Part of the Furniture
This is not news though. All the big manufacturers test and sort chips based on quality/performance and the leftovers get sold to dubious companies in xina. As an example, Kingston has been doing this for at least 15+ years. They have a really cool factory though and all their USB drives are laser engraved with the serial number, so it should be possible to check that it's a legit drive.

As far as NAND in devices goes, it's obviously impossible to check if it's from a reputable brand as a consumer. All the projects I've been involved in, has only ever used flash from the likes of Winbond, Samsung Electronics, Kingston or the like.
 
Yes, not news to people who know.

But a lot of people here push specs, price, and 'don't pay more' for what is supposed to be 'exactly the same' things.

Yet, they're not 'exactly the same'. Are they?

With the included link, it's not just 'me' saying this. Maybe those types of posts will stop now. Or at least be taken with a sea worth of salt.
 
This is not news though. All the big manufacturers test and sort chips based on quality/performance and the leftovers get sold to dubious companies in xina.

And there's a huge amount of binning - one might find a 512GB die in a 32GB device - not an ounce of flash is wasted at the factory...

SK-Hynix (now Skyhigh), Winbond, Micon, Samsung, Kioxa (ex-Toshiba) - as a device manf and a confirmed supply chain, these are all good brands when one is making devices...

there's still a huge problem though with counterfeits and out-right fraud - it's an industry problem there, that's for sure...
 
And that 512GB die in a 32GB device will operate at 2001 levels of performance because there is no parallelism or any Controller that can use a single chip at full specs.
 
And that 512GB die in a 32GB device will operate at 2001 levels of performance because there is no parallelism or any Controller that can use a single chip at full specs.

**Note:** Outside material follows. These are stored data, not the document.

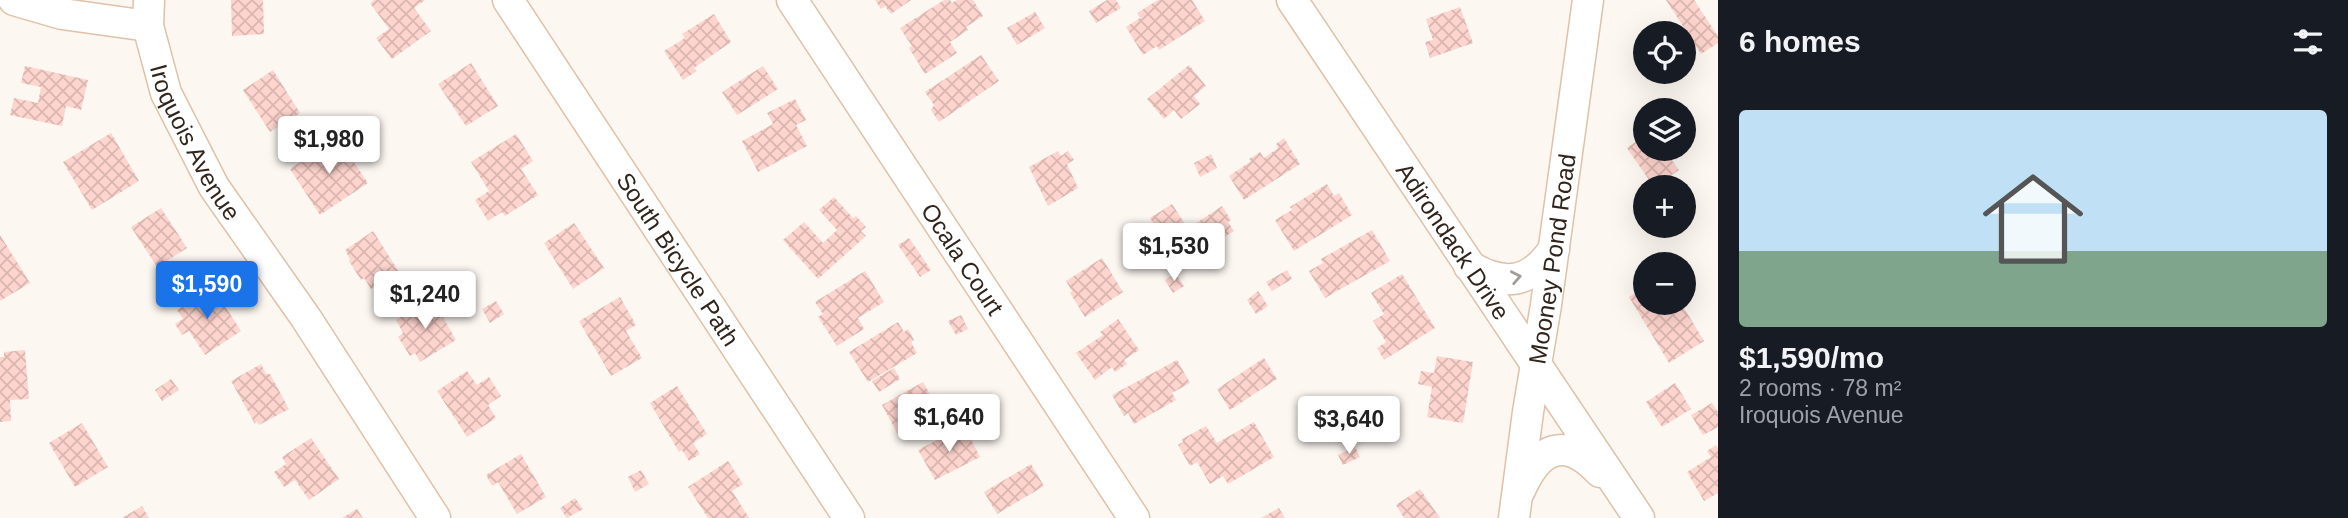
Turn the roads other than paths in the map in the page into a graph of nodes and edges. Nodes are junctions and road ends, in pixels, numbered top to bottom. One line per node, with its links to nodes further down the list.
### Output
1 (14, 0): 6 (street)
2 (508, 0): 13 (street, South Bicycle Path)
3 (792, 0): 14 (street, Ocala Court)
4 (1292, 0): 8 (street, Adirondack Drive)
5 (1588, 0): 7 (street, Mooney Pond Road)
6 (148, 13): 12 (street, Iroquois Avenue)
7 (1554, 249): 8 (street, one-way to 7); 9 (street, Mooney Pond Road)
8 (1469, 266): 9 (street, Adirondack Drive)
9 (1536, 364): 10 (street, Mooney Pond Road); 11 (street, Adirondack Drive)
10 (1516, 508): 11 (street)
11 (1632, 509)
12 (435, 518)
13 (849, 518)
14 (1134, 518)

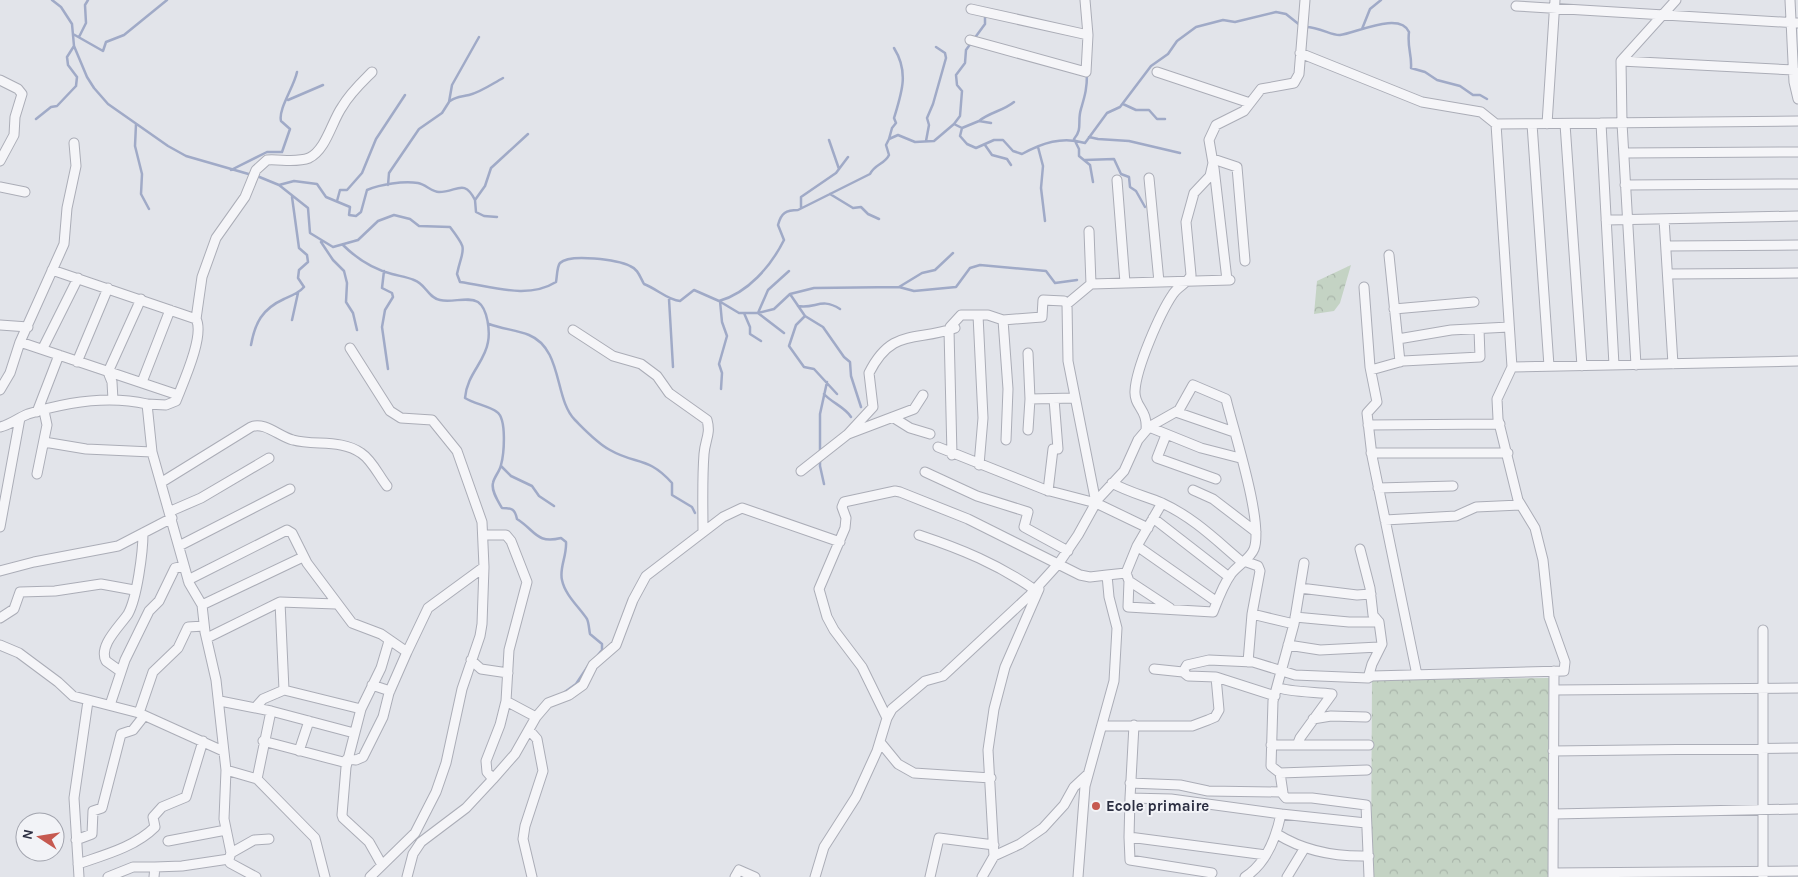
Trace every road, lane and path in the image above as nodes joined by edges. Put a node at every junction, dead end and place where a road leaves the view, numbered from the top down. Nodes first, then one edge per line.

Actually, for speed on a device it doesn't matter - there's the PHY controller, e.g. USB, SATA, NVMe that the computer sees, and that abstracts out the controller on the NAND die itself - that controller defines the size and speed capability of that specific chip on the circuit board...

I've see clever fraud at that low of a level - it's not supposed to happen, but it does...
 
How can it not matter?

You need two or more physical nand chips to enable maximum speeds (Controller and firmware dependant). Apple has proved that to a disastrous conclusion on their latest few models. Including RAM bandwidth too on the later ones.
 
You need two or more physical nand chips to enable maximum speeds (Controller and firmware dependant). Apple has proved that to a disastrous conclusion on their latest few models. Including RAM bandwidth too on the later ones.

point taken on the the M2 entry level Macs - single NAND device is a bit limited - 2.1GBps for a Macbook Pro M2 13" 256 is half the speed of the 512GB version...

2.1GB per second isn't that bad...

RAM performance for the M1/M2/M3's have been on par with Intel/AMD over on Windows land...

Anyways - let's keep things on topic and not turn this into Win vs Mac - different tools for different purposes - not every nail needs a hammer to complete its task.

Agree to disagree?
 
Nothing to agree or disagree about. The truth stands on its own!